Dateline Compton – Instead of chasing Hollywood when he graduated college in 1980, Omar Bradley, hoping to return as mayor of  Compton in Tuesday’s runoff, took an intended permanent detour into education.

“I had a lesson plan for my students,” he said.  “I would draw Africa on the chalkboard, and I would say, ‘What country is that?’ One would say ‘Africa.’ I would point to another kid and say, ‘What country is that?’ ‘Africa.’

“And I would say ‘Africa is a continent, not a country. I want you to understand the meaning of words. It is very important, what words actually mean. What is a continent?’

“And so,” said Mr. Bradley, “as my students began to understand, what they knew was not the whole truth, and I could encourage them to go to the dictionary and start looking up the meaning of words.

“Find their roots. What did they mean originally?

“I would tell them, ‘You are speaking English. But this is really a Germanic language. Most of the people who migrated here, though they came through the British Isles, weren’t British. Through invasion, war and conquest, they were another people. They are the true Americans. This is why America is a Protestant nation, not a Catholic one. What does it mean to be a Protestant? To be under protest.

“I taught the kids that ‘there is more to the lesson than I am actually getting.’

“My classes were so quiet, one day the superintendent stopped by and asked how I did it. I told her that you have to get kids interested in looking behind the meaning of words. The idea is to get them to think universally not just locally.”

The pedantic side of Mr. Bradley hardly is known among some voters. His school days were so long ago, and then in the ‘90s, corruption and violence, seemingly endemic here, turned into steel-strong ribbons around the legacies of many Compton cops and politicians.  

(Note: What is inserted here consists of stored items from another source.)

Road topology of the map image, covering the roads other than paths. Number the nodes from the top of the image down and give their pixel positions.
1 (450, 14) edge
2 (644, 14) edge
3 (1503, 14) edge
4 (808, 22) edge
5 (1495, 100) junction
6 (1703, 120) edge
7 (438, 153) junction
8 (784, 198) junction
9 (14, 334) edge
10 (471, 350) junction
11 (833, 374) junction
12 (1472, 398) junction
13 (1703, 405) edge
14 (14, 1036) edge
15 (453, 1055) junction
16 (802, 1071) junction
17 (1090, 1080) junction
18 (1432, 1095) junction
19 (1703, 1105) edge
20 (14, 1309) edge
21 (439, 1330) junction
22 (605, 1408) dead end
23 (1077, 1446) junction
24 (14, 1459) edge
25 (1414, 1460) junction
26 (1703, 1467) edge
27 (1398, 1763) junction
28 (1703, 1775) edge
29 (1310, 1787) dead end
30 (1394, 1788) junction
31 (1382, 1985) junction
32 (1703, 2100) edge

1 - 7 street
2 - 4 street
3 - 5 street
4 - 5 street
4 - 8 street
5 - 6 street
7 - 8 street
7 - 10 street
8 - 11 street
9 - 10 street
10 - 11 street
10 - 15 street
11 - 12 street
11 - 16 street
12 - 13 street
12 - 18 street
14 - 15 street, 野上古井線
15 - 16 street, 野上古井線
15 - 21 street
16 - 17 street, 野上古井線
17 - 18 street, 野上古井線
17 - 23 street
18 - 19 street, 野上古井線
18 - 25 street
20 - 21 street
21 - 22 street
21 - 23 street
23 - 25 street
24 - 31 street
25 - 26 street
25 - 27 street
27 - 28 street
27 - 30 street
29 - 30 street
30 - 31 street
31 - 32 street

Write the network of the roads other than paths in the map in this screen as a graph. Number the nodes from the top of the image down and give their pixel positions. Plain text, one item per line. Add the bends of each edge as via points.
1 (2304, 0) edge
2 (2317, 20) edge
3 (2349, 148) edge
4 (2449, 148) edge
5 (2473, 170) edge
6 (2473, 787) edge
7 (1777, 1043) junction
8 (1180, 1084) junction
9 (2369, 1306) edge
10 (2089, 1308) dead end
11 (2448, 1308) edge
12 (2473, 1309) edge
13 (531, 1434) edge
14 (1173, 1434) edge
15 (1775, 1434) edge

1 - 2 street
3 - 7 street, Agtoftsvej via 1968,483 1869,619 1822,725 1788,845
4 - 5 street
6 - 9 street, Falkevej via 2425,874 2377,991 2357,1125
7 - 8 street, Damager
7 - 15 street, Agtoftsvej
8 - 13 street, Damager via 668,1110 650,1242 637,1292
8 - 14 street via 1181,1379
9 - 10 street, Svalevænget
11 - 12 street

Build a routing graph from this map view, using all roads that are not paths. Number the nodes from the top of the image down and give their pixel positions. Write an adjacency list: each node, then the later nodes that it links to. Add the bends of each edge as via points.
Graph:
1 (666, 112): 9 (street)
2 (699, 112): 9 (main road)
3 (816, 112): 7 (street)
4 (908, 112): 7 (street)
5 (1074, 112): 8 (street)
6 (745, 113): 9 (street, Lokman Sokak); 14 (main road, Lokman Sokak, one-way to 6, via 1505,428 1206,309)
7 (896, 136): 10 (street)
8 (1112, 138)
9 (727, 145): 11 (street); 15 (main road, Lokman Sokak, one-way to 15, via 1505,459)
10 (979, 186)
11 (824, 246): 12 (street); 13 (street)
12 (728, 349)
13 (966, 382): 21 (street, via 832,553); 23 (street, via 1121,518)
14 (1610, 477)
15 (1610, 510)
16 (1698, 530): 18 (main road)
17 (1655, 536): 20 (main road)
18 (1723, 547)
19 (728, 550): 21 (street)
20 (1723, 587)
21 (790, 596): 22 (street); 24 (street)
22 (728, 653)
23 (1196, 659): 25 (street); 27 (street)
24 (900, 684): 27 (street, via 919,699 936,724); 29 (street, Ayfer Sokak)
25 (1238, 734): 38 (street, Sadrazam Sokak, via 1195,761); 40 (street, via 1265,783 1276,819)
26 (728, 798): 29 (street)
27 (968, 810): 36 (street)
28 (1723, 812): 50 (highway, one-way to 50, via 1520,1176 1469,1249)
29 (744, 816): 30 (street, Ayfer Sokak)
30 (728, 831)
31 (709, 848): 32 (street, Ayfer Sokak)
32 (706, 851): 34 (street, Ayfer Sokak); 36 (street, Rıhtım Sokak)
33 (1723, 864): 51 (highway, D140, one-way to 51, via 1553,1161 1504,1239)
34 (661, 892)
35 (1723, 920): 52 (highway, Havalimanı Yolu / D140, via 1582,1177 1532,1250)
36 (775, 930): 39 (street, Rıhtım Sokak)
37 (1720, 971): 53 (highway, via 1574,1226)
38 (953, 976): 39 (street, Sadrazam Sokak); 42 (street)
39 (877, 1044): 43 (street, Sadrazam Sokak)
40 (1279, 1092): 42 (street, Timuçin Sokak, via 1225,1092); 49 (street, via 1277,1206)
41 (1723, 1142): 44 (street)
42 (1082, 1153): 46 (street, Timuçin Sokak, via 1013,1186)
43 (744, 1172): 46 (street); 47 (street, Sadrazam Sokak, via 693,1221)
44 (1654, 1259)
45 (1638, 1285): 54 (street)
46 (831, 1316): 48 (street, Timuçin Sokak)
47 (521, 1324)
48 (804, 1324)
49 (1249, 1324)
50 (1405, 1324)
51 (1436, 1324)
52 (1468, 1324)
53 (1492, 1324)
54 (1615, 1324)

Three decades later, the 55-year-old Mr. Bradley can divide the pie of his adult life into three sections:

  • The ‘80s he spent as an educator while eventually casting his keen eye on City Hall, not realizing that moral stomachs of city fathers have been growling and winking ever at the law since those faraway days.
  • Two years after being elected to the Compton City Council in the early 1990s, he was elected mayor. The political joyride that alternately illumined and scarred his life, began, quietly, then deafeningly loudly.
  • The first ugly/sunny decade of this century has taken him to prison and back, which is where he finds himself this afternoon.

This political soufflé can be a head-scratcher at the polls on Tuesday when residents choose between urban planner Aja Brown and the new Mr. Bradley.